[Saved entries]
***
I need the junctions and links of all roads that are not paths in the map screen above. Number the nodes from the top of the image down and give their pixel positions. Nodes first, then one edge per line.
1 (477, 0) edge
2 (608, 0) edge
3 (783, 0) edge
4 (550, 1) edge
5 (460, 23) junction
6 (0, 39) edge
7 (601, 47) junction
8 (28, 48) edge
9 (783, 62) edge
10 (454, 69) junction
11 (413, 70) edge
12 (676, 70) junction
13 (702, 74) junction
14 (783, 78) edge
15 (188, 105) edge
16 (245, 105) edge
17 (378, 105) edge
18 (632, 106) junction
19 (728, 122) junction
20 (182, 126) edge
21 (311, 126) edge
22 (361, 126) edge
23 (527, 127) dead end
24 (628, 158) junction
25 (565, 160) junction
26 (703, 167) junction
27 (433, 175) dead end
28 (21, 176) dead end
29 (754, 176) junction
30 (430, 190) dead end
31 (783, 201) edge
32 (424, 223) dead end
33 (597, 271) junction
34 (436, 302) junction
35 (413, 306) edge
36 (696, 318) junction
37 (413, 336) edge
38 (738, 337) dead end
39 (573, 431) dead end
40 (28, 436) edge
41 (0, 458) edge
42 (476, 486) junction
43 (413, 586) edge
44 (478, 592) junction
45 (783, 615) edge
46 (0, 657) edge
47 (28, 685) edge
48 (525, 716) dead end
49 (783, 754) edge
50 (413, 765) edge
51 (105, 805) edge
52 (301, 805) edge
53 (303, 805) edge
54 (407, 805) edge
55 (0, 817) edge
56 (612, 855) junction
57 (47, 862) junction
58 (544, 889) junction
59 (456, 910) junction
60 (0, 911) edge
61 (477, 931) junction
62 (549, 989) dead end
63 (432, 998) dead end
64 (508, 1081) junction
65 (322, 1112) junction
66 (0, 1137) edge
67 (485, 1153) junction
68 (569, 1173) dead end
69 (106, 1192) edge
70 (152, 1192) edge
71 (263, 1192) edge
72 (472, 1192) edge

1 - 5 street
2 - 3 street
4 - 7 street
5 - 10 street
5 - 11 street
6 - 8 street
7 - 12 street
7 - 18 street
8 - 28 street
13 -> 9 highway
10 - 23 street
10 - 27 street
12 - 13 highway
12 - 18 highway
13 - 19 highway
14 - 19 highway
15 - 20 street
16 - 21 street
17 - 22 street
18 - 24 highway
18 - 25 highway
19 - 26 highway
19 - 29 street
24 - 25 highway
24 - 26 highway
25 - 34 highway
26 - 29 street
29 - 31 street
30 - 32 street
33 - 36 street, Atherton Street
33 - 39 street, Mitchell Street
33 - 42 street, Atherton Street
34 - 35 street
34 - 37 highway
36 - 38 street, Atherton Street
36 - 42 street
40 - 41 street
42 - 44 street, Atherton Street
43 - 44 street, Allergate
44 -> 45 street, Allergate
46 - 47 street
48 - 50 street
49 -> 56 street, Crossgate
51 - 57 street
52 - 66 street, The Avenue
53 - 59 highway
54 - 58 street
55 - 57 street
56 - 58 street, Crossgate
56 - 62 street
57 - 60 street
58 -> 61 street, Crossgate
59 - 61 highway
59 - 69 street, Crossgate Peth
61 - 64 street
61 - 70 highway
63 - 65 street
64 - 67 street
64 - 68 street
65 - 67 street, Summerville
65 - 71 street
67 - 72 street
***
_What you will do:_ Where the word "Crossgate" appears in a line of the data above, tally that line; then give the total and nothing more.

_Exercise output:_ 4